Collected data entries
• • • • • • •
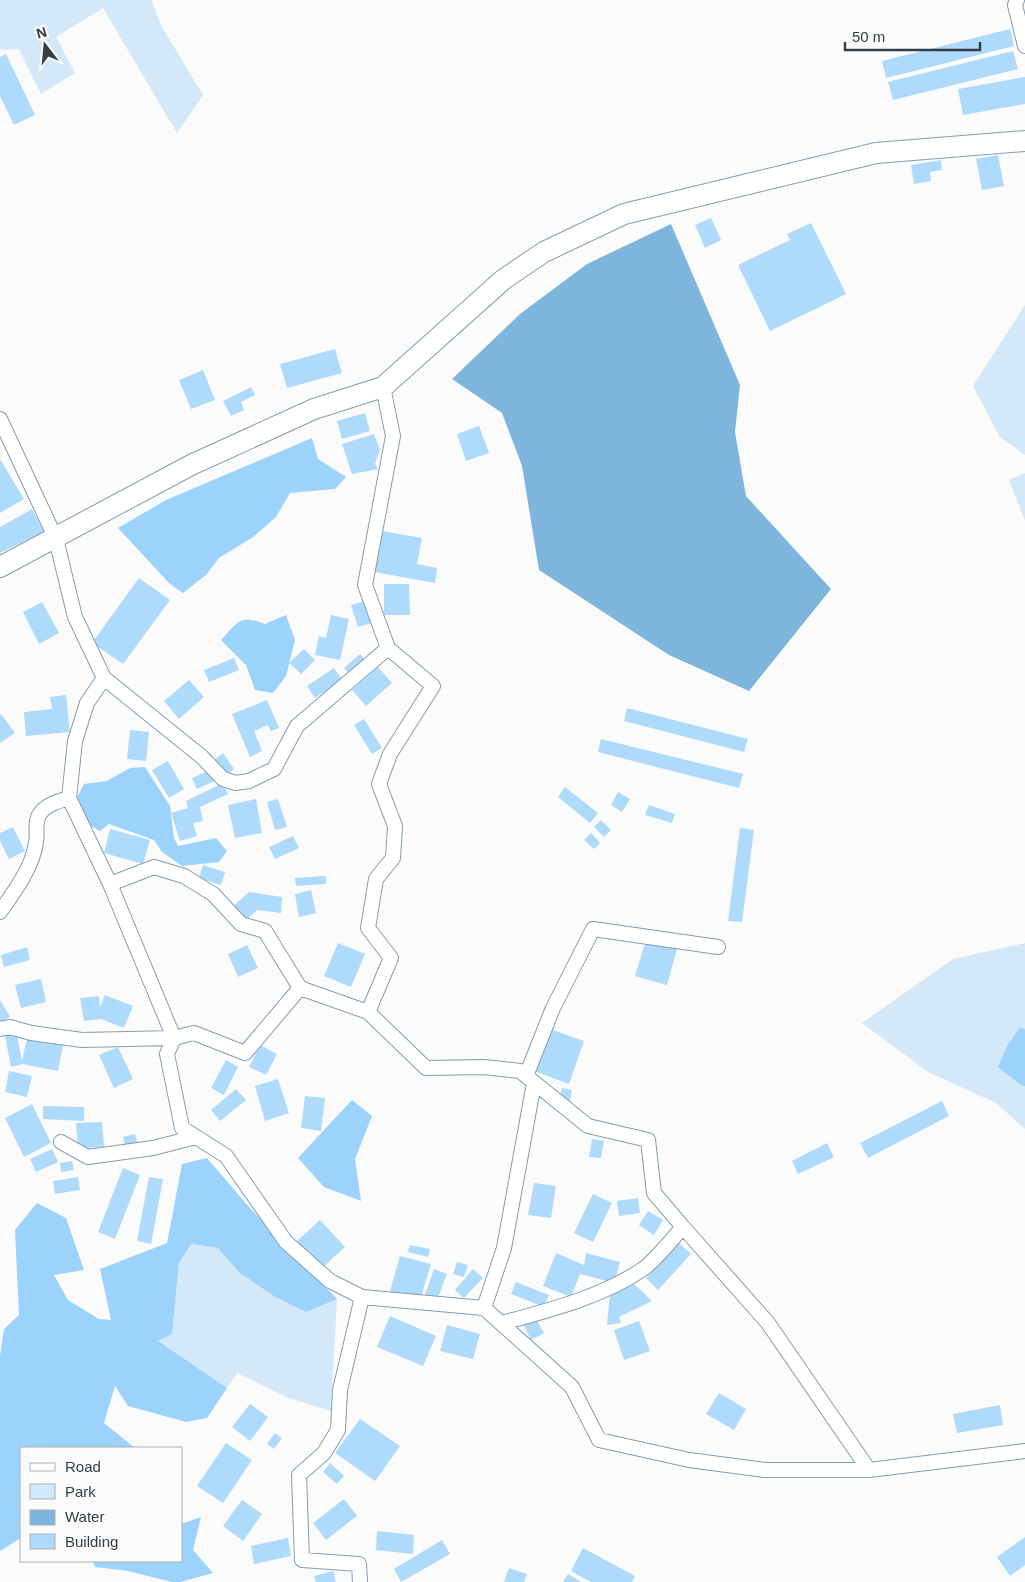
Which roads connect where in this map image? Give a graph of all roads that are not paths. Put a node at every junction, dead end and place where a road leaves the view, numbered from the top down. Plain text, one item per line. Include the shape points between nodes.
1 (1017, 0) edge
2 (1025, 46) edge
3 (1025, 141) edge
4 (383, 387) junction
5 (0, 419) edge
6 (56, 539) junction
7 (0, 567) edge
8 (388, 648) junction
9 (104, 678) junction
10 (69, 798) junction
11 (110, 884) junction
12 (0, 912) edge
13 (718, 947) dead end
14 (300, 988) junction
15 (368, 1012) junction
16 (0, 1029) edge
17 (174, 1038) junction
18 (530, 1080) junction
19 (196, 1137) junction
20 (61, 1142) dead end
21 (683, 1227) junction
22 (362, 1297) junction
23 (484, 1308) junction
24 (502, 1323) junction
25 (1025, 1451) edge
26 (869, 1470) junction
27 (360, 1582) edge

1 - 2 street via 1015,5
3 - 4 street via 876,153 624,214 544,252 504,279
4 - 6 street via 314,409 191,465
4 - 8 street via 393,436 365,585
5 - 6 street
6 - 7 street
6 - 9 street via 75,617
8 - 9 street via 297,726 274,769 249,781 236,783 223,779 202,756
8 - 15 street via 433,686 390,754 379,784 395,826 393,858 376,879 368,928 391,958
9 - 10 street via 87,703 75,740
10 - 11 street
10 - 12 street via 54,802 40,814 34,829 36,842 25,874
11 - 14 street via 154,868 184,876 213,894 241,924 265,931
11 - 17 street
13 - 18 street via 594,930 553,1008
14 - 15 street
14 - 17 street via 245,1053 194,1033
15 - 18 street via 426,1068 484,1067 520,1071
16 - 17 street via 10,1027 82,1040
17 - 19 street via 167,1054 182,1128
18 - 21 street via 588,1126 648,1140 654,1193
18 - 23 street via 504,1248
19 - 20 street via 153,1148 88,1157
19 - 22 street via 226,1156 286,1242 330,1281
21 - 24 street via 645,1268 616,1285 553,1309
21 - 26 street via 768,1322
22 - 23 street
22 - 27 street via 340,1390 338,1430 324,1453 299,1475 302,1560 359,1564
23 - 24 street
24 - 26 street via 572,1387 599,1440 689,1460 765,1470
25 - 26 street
• • • • • • •
### EXERCISE GOAL
Pictures are to be omitted; set down the rest of the entries exactly as given.

### FINISHED EXERCISE
Which roads connect where in this map image? Give a graph of all roads that are not paths. Put a node at every junction, dead end and place where a road leaves the view, numbered from the top down. Plain text, one item per line. Include the shape points between nodes.
1 (1017, 0) edge
2 (1025, 46) edge
3 (1025, 141) edge
4 (383, 387) junction
5 (0, 419) edge
6 (56, 539) junction
7 (0, 567) edge
8 (388, 648) junction
9 (104, 678) junction
10 (69, 798) junction
11 (110, 884) junction
12 (0, 912) edge
13 (718, 947) dead end
14 (300, 988) junction
15 (368, 1012) junction
16 (0, 1029) edge
17 (174, 1038) junction
18 (530, 1080) junction
19 (196, 1137) junction
20 (61, 1142) dead end
21 (683, 1227) junction
22 (362, 1297) junction
23 (484, 1308) junction
24 (502, 1323) junction
25 (1025, 1451) edge
26 (869, 1470) junction
27 (360, 1582) edge

1 - 2 street via 1015,5
3 - 4 street via 876,153 624,214 544,252 504,279
4 - 6 street via 314,409 191,465
4 - 8 street via 393,436 365,585
5 - 6 street
6 - 7 street
6 - 9 street via 75,617
8 - 9 street via 297,726 274,769 249,781 236,783 223,779 202,756
8 - 15 street via 433,686 390,754 379,784 395,826 393,858 376,879 368,928 391,958
9 - 10 street via 87,703 75,740
10 - 11 street
10 - 12 street via 54,802 40,814 34,829 36,842 25,874
11 - 14 street via 154,868 184,876 213,894 241,924 265,931
11 - 17 street
13 - 18 street via 594,930 553,1008
14 - 15 street
14 - 17 street via 245,1053 194,1033
15 - 18 street via 426,1068 484,1067 520,1071
16 - 17 street via 10,1027 82,1040
17 - 19 street via 167,1054 182,1128
18 - 21 street via 588,1126 648,1140 654,1193
18 - 23 street via 504,1248
19 - 20 street via 153,1148 88,1157
19 - 22 street via 226,1156 286,1242 330,1281
21 - 24 street via 645,1268 616,1285 553,1309
21 - 26 street via 768,1322
22 - 23 street
22 - 27 street via 340,1390 338,1430 324,1453 299,1475 302,1560 359,1564
23 - 24 street
24 - 26 street via 572,1387 599,1440 689,1460 765,1470
25 - 26 street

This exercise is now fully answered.